Może dlatego, że w końcu chciałem żyć.
Dla niej.
Gdy powaga tego wyznania dotarła do mnie, niemal wypadłem z samochodu i odpaliłem papierosa. Oparłem się o samochód, aby się czegokolwiek przytrzymać.
Czy kiedykolwiek zasypiałem w nocy, aby następnego dnia obudzić się z tym, że chcę żyć? Nie, budziłem się z celem. Odkąd moje myśli stały się racjonalne, chciałem chronić rodzeństwo. Następnie odsunąć mojego ojca, co szybko stało się planem zabójstwa. Na koniec chciałem po prostu utrzymać władzę, aby znowu nie trafiła w niepowołane ręce.
Zawsze czegoś chciałem. Aby żyć, musiałem mieć cel, bo bez tego to Lorenzo zostałby dziedzicem. Dużo myślałem o swojej śmierci, zanim pojąłem jaką mam rolę.
Ale gdy patrzyłem na tą jedną kobietę, pragnąłem żyć dla niej. Bez żadnego celu.
I ona na mnie czekała, jakby było warto na co.
Zdeptałem niedopalonego papierosa i ruszyłem w kierunku niewielkiej, bocznej uliczki, która biegła równolegle do tej ulicy, gdzie niegdyś było Rovine. Zerknę na to, co zostało z mojego młodego niegdyś pomysłu i wrócę do mieszkania.
Pięć minut. Cztery na dojście tam, minuta na ocenienie szkód i tyle.

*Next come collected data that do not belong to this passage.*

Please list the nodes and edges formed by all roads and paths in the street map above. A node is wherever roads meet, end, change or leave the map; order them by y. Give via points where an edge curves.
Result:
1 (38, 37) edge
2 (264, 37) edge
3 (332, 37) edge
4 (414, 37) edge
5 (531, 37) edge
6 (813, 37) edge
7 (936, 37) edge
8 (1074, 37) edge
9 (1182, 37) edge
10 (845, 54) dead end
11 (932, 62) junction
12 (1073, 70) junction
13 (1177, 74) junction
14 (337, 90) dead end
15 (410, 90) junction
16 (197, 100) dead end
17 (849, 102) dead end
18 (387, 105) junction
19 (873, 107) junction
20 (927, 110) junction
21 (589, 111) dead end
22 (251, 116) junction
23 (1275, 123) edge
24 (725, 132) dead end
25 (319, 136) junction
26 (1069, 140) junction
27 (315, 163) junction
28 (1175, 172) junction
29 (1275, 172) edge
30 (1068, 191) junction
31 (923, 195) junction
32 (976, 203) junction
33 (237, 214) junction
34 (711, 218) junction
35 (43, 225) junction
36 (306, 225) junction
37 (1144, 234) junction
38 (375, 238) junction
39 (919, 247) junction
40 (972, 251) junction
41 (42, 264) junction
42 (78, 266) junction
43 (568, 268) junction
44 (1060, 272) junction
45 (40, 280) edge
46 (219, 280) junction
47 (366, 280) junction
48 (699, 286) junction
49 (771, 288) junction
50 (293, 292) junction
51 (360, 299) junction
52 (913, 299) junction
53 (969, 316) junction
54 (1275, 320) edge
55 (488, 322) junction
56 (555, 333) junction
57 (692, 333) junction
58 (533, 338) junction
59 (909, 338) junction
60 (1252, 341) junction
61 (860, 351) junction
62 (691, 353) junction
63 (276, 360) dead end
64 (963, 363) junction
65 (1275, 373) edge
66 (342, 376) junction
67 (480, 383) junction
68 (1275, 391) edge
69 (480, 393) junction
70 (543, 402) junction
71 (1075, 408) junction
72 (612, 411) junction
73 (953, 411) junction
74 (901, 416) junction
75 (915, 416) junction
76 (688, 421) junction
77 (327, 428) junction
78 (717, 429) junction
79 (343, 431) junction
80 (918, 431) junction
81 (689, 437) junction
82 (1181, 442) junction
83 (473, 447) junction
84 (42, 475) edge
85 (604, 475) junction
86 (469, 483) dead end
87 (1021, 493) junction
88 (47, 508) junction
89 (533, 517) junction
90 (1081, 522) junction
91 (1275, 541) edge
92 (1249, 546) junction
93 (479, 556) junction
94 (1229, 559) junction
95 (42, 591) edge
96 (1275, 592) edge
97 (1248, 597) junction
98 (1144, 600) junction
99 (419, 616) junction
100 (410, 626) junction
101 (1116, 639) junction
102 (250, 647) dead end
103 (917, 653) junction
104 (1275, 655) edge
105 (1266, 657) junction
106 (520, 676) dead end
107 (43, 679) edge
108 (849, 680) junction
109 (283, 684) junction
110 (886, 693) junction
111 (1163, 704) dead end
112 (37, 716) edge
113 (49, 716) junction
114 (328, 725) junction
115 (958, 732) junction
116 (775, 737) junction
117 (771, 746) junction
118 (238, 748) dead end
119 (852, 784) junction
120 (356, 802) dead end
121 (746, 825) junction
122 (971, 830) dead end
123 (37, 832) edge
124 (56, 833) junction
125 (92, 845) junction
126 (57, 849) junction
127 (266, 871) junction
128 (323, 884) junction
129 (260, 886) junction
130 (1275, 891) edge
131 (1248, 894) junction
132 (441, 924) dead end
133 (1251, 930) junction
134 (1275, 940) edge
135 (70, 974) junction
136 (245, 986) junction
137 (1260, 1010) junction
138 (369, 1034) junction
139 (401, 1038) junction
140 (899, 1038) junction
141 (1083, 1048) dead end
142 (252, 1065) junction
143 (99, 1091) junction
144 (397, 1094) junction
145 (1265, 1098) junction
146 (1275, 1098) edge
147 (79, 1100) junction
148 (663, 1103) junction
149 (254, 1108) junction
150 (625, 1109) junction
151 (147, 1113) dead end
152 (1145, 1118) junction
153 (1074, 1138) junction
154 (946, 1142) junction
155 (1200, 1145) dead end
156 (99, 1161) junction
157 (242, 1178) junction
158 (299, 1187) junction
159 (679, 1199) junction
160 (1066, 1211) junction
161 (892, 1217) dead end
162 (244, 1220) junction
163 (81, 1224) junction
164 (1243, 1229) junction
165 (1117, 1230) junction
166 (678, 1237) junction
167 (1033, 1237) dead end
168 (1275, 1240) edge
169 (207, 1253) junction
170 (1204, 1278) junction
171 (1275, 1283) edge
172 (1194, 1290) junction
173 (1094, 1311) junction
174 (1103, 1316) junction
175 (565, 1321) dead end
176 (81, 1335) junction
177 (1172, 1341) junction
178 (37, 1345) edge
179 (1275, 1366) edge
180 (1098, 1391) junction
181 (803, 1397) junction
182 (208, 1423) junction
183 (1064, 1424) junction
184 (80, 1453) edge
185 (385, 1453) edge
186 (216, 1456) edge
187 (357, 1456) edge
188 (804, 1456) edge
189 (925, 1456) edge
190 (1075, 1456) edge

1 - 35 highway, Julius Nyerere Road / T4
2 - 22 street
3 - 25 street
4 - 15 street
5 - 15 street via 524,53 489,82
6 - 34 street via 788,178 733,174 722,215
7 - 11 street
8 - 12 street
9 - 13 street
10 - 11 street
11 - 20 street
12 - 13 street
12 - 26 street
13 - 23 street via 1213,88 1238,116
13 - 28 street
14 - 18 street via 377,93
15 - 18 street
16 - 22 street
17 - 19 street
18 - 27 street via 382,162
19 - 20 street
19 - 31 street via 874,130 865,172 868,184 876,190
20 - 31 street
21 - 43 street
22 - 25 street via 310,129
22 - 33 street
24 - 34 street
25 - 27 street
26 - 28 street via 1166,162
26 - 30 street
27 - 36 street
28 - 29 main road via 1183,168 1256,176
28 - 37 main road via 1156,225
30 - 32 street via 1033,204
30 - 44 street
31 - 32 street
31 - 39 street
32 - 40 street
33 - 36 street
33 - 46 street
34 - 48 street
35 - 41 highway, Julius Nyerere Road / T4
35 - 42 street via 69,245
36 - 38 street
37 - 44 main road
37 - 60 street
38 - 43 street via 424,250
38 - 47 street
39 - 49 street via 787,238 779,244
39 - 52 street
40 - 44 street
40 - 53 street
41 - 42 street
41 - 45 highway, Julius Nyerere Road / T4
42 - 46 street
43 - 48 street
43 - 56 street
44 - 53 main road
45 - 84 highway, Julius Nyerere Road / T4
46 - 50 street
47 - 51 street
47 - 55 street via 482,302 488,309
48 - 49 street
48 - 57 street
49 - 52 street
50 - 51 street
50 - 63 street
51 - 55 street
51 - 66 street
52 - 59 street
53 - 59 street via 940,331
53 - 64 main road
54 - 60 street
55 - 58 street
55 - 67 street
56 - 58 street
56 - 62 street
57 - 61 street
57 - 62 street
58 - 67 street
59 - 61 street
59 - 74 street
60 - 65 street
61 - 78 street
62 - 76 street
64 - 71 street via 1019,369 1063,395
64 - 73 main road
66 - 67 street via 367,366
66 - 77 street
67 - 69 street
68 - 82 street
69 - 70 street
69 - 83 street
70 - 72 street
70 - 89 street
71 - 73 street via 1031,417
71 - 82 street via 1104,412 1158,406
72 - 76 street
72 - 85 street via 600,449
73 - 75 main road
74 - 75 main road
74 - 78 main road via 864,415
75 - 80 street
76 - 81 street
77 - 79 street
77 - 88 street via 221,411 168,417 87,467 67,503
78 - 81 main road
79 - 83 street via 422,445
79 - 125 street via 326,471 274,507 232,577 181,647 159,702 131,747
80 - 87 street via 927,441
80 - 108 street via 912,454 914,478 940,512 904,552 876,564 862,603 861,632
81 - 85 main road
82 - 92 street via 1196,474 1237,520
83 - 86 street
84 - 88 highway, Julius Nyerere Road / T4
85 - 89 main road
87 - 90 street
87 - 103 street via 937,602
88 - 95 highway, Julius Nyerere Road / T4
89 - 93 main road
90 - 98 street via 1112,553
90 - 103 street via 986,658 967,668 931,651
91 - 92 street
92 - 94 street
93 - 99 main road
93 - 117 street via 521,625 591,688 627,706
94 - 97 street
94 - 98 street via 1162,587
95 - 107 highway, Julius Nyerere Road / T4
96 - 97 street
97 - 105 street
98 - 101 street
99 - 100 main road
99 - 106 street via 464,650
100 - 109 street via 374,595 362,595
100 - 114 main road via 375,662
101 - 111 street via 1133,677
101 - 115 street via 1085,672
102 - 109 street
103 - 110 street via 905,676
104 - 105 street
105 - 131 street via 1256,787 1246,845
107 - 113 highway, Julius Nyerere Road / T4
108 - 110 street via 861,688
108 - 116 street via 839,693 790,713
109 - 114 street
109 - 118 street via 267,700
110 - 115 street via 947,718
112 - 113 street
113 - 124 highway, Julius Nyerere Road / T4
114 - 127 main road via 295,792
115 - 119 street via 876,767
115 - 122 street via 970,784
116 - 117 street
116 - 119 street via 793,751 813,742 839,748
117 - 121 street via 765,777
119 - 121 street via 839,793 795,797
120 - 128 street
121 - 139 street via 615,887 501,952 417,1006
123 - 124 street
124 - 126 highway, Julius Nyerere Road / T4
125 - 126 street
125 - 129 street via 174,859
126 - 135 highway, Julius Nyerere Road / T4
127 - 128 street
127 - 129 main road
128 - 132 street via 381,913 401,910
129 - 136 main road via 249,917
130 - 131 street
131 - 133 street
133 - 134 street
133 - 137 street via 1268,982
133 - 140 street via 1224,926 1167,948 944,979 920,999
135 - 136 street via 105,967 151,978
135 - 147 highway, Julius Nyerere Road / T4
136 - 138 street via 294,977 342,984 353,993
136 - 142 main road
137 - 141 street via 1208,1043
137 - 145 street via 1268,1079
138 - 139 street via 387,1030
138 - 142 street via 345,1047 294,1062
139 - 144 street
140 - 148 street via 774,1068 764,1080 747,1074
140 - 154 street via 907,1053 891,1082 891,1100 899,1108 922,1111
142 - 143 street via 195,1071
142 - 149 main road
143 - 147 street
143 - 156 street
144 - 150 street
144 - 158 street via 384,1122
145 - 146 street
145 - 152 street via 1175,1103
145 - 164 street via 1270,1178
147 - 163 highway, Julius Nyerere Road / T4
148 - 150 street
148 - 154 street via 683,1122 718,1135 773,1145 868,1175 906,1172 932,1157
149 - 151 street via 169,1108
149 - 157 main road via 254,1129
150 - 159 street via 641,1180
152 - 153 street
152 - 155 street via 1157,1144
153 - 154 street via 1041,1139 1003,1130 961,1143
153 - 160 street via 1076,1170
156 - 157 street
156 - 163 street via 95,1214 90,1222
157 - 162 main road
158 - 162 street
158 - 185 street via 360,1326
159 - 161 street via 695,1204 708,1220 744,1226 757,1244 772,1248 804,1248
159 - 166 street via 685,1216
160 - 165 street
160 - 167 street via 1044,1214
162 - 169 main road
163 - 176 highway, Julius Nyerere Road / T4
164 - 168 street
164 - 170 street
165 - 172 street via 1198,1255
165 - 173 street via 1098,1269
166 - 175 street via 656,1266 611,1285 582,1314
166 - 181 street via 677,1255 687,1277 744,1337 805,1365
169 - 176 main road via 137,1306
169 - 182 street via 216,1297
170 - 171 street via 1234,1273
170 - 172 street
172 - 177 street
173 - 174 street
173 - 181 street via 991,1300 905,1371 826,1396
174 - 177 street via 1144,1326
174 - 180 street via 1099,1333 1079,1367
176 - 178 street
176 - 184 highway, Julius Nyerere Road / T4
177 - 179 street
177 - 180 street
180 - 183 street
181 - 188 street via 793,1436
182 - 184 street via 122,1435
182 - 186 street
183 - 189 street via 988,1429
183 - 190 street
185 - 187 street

Zostawiłem samochód przecznicę dalej, ponieważ nie wiedziałem, jak będzie wyglądać cała ulica i czy w ogóle będzie możliwość wjazdu. To, że nawet po całym dniu od wypadku czułem drażniący swąd dymu, a w powietrzu unosił się pył, nie zapowiadało się najlepiej.
CZYTASZ
Beautifully ruthless
RomanceTOM 2!! Pierwszy tom jest dostępny na moim profilu pod tytułem "CRUEL"! "Jeśli nie mogłam mieć miłości, chciałam władzy". Valerie wyjechała z Nowego Jorku i nie mogła do niego wrócić ze względu na obietnice jej śmierci, jeśli to zrobi. Musiała przyw...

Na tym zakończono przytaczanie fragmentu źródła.